Social networks emerge naturally from a heterarchical network like the Internet. And sure enough, once they do people will invent a better mousetrap. So, from the time some-one sent some-one else the first e-mail back in 1965 this whole thing has been inevitable. Social media like FaceBook and Twitter are just more efficient and more multifunctional ways of doing the same thing that ARPANET did 50 years ago.

Thought for the Day: Faced with the fact of the Internet and the looming reality that soon every human could be connected to each other, old-school business models look more like atom bombs than power stations. You need to think about what changes you are going to make before the whole thing goes critical!
One way to measure the speed of the growth of the Internet is to track the number of devices connected to the network. In 1984, there were 1,000 such devices. We hit 1,000,000 in 1992, blew through 600 million in 2006, and reached 1 BILLION last year. After more than twenty years, growth is still nearly exponential.

Now, Metcalfe’s Law about the value of networks says that the number of possible connections between devices is proportional to the square of the number of connected users. For the really geekie types: The number of nodes n = n(n − 1)/2.

Let me do the math for you - for 1 billion devices the result is about 4.9 x 10^17 – or a little greater than the life of the Universe in seconds. That's a pretty big number. Actually it's a seriously large number ... think of the number of stars in 10 million Milky Ways. And don't sweat the numbers - I don't mind being out by a couple hundred million when we talking these orders of magnitude.

Tuesday, January 13, 2009

Why is the Internet so diffferent?

Well, I'm finally back from a month's vacation - visiting home (Australia) for Christmas with the family and friends. Someone has got to offer me a job down there soon so I can get home for good!

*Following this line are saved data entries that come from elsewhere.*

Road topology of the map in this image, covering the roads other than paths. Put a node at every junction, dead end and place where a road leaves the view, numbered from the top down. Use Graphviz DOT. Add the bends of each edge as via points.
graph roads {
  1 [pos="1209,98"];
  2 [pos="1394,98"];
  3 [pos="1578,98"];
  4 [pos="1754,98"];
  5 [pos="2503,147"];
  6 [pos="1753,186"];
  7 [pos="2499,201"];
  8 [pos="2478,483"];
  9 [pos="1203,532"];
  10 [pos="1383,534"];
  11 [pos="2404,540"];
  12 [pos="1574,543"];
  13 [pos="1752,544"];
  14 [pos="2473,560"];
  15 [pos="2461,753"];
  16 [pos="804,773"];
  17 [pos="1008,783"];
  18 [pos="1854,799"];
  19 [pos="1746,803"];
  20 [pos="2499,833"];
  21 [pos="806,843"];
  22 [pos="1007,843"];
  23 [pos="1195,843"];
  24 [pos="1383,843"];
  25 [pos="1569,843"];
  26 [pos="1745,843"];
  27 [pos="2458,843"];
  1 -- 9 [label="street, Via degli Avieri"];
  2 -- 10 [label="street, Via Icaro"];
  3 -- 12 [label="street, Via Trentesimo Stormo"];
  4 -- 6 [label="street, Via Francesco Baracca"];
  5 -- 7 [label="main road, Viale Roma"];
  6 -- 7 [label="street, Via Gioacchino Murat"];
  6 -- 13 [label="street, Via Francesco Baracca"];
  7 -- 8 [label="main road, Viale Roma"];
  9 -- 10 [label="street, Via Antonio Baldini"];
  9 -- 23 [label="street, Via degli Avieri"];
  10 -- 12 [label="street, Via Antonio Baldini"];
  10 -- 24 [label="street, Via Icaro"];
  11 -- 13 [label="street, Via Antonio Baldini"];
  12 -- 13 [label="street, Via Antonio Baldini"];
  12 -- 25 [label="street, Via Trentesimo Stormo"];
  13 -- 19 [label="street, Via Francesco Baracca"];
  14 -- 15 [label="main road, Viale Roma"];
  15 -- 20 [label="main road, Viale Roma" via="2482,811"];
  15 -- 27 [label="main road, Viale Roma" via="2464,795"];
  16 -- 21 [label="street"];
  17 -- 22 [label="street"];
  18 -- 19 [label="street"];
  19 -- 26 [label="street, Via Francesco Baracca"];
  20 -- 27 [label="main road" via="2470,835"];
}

But it wasn't all beer and skittles, as I've been asked to contribute some chapters to the forthcoming American Chamber of Commerce in Japan (ACCJ) White Paper on the Internet Economy. It's targeted at Japanese regulators, a notoriously difficult group of stakeholders. I've spent a lot of time trying to develop an easy-to-understand view of the current state of play and future challenges for that audience.

But the biggest challenge has been trying to get people to understand that the Internet is fundamentally a different environment to anything we've experienced before. Here are 10 reasons why:

1. The physical economy is governed by supply and demand, or the economics of scarcity. The Internet works on abundance - the value of content grows with use.
2. In the digital economy, value (price) depends on the amount of embedded information (knowledge) rather than the value of the components (and brand premium).
3. Online, context determines value so identical knowledge can have different value to different people.
4. Because pricing is transparent on the Internet, competitiveness comes from relationship rather than price.
5. The barriers of time and location are essentially removed. The Internet offers global reach, instant response, flexibility, and 24/7 access.
6. Access to information and human capital drives value in the Internet Economy. Access to resources and financial capital drive the physical economy.
7. Success comes from resource aggregation and hierarchy in the physical economy, while knowledge distribution and heterarchy[1] feature in the Internet Economy.
[1] Heterarchy: (math, linguistics) a formal structure, usually represented by a diagram of connected nodes, without any single, permanent, uppermost node. [Collins English Dictionary]
8. Open access to information is fundamental to knowledge flows in the Internet Economy. Restricted access to information often increases value in the physical economy.
9. Physical economy processes are optimized for simplicity, but value-added knowledge transfer and interaction (success) leads to complexity in the Internet Economy.
10. Distribution costs rise with distance and number of nodes in the physical economy, but essentially fall in the Internet Economy.

Thought for the Day: The Internet is fundamentally different to the physical economy. If you're trying to adapt an existing business model to the Internet - or worse, adapt the Internet to your old business model - you're going to fail.